Nello
spazio interattivo denominato "Contaminazione" (in vico Colalanza 12r,
fino al 1O maggio), luogo inaugurato
da pochi mesi e caratterizzato da capacità relazionali in grado di unificare
sistema/narrazione/persona, è
visibile l'installazione intitolata "Night and day , personals rooms",
realizzata "a quattro mani" dalla coppia di artisti Loredana Galante
(tra i vincitori del premio Duchessa di Galliera) e Lino Di Vinci -
in questa occasione compagni di lavoro, oltre che di vita - a cura di
Elisabetta Rota.
Loredana
Galante è una giovane promettente artista che si muove nell'orbita duchampiana
nel senso che intende l'oggetto (in genere materiale industriale di scarto) come
luogo dell'evento e l'abitare spazi altri può conferirgli nuove identità. Ma
la direzione è rovesciata: se Duchamp porta l'oggetto nel museo, l'autrice lo
porta fuori dalle istituzioni, verso la gente, in spazi dove s'intrecciano
rapporti preferenziali ruotanti tra autore-fruitore-ambiente.
Il
giovane Lino di Vinci traccia col rullo impronte segniche su materiali plastici
e metallici a volte interagenti con sistemi luministici al neon. Nascono
categorie di immagini che sanno eludere la visione creando inganni percettivi: là
dove si concentra il segno si
materializza un'icona che a tratti si sfalda, si sottopone a fratture capaci di
monitorare profondità spaziali di carattere virtuale, al limite
dell'inconsistenza formale.
Il
titolo di questa installazione è di per sé emblematico, "Il giorno e la
notte" si danno come polarità interconnesse e inscindibili: dove l'uno
inizia l'altra finisce, secondo il perpetuo alternarsi della scena universale.
Se
il primo ambiente installativo in cui ci si imbatte corrisponde alla razionalità
del giorno, privo di ombre e lucido nell'affermazione delle opere mostrate , tra
ordinate ed armoniche "canne d'organo" e circolari "oblò segnici"

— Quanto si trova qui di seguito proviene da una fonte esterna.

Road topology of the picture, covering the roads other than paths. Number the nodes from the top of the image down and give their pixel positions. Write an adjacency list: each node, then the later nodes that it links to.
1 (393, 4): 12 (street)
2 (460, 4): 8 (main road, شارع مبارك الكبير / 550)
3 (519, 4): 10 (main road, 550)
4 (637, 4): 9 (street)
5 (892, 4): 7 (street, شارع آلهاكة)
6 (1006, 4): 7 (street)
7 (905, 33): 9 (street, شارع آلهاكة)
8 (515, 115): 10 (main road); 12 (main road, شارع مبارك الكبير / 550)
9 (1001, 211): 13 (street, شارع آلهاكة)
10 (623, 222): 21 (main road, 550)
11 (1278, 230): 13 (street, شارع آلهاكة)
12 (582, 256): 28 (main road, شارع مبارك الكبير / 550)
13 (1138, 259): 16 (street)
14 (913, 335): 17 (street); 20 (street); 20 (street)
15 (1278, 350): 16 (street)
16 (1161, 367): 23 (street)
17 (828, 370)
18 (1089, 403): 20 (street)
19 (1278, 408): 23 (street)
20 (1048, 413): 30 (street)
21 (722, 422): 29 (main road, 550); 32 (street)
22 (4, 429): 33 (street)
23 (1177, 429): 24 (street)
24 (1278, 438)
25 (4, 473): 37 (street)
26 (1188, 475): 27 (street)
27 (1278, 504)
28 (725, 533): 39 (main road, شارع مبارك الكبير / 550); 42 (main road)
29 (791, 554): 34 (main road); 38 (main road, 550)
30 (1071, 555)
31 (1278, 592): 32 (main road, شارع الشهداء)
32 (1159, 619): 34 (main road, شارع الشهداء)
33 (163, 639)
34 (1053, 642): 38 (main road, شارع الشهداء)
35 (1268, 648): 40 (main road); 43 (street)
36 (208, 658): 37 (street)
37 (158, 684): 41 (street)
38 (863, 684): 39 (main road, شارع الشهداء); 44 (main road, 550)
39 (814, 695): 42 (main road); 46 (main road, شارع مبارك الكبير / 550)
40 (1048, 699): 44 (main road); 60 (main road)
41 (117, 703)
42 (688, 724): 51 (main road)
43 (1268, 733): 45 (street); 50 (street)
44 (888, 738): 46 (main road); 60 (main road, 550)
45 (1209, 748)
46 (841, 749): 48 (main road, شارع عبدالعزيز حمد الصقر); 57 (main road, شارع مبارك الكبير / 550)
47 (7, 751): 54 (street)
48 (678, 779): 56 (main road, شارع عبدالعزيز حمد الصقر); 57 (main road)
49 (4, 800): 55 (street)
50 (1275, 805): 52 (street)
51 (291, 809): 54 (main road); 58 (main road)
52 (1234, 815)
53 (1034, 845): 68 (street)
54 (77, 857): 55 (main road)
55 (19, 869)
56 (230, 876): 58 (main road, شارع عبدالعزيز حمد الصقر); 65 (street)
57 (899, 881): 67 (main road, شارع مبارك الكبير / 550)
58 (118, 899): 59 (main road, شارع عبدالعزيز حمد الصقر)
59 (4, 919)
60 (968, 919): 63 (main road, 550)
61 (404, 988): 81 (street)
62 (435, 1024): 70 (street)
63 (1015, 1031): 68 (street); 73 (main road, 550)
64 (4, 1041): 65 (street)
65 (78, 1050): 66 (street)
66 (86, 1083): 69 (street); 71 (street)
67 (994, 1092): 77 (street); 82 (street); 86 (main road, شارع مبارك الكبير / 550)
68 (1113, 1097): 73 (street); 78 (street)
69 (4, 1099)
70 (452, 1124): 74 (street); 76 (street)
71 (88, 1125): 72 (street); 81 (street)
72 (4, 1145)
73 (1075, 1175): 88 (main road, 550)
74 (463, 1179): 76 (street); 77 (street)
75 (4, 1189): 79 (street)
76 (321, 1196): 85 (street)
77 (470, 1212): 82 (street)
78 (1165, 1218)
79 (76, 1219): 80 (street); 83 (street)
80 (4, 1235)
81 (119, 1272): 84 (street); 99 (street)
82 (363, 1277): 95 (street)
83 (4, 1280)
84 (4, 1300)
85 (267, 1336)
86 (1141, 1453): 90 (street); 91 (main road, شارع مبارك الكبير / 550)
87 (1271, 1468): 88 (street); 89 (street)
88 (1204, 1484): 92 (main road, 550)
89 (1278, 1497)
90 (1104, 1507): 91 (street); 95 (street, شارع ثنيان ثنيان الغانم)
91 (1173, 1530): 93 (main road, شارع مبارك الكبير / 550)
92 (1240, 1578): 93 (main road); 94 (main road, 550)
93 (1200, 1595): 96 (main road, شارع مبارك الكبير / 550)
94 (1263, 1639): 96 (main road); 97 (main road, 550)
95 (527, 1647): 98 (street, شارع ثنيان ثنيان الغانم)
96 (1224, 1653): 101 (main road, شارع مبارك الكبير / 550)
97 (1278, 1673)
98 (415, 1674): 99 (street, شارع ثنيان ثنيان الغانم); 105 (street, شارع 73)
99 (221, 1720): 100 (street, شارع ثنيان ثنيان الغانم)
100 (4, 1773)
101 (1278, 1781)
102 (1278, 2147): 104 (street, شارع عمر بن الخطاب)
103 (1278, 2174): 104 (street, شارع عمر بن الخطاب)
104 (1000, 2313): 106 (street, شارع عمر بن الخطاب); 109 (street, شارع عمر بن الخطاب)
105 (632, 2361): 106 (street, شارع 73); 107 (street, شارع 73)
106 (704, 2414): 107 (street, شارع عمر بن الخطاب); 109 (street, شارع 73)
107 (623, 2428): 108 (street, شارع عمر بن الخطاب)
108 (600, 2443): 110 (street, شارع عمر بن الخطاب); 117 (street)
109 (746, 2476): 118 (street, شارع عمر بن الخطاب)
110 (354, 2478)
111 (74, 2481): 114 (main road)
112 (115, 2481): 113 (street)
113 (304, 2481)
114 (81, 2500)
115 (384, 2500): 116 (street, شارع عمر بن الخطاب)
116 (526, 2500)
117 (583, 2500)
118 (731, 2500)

evocanti la circolarità della forma perfetta, nel l'incedere nel secondo
spazio, invece, si ha l'impressione
di essere colti dal mistero delle ombre.
Nel
regno della notte e del sogno, si allentano i freni inibitori e si scandagliano
nello spazio emozioni, sensazioni inconsce
, vapori di energie latenti, coaguli di materie oniriche.
Qui
sembra cogliere l'impressione
mobile di un abissale alveolo marino, percepibile nelle riflettenti volte murali
rivestite di lamine plastificate blu e nel
lucido pavimento ricoperto di argentee lamiere specchianti in cui segni
arcuati, oggetti pseudo-scientifici, ciotole contenenti liquidi cobalto,
possibili "oblò" aggettanti, concorrono a evocare l'immagine d'un
involucro significante quale luogo simbolo, stigmatizzato da incessante spirito
di trasformazione.
Un
evento-spia rivela la presenza nell'opera di questo spirito
trasformativo-rigenerante, ad esempio attraverso il processo ininterrotto di
vaporizzazione e condensazione dell'acqua: ciò avviene continuativamente nei
vasi-crogiuolo dove, per fenomeno naturale del calore, si distillano liquidi
turchini in piccole gocce, coagulantesi nella
superficie inferiore del coperchio trasparente.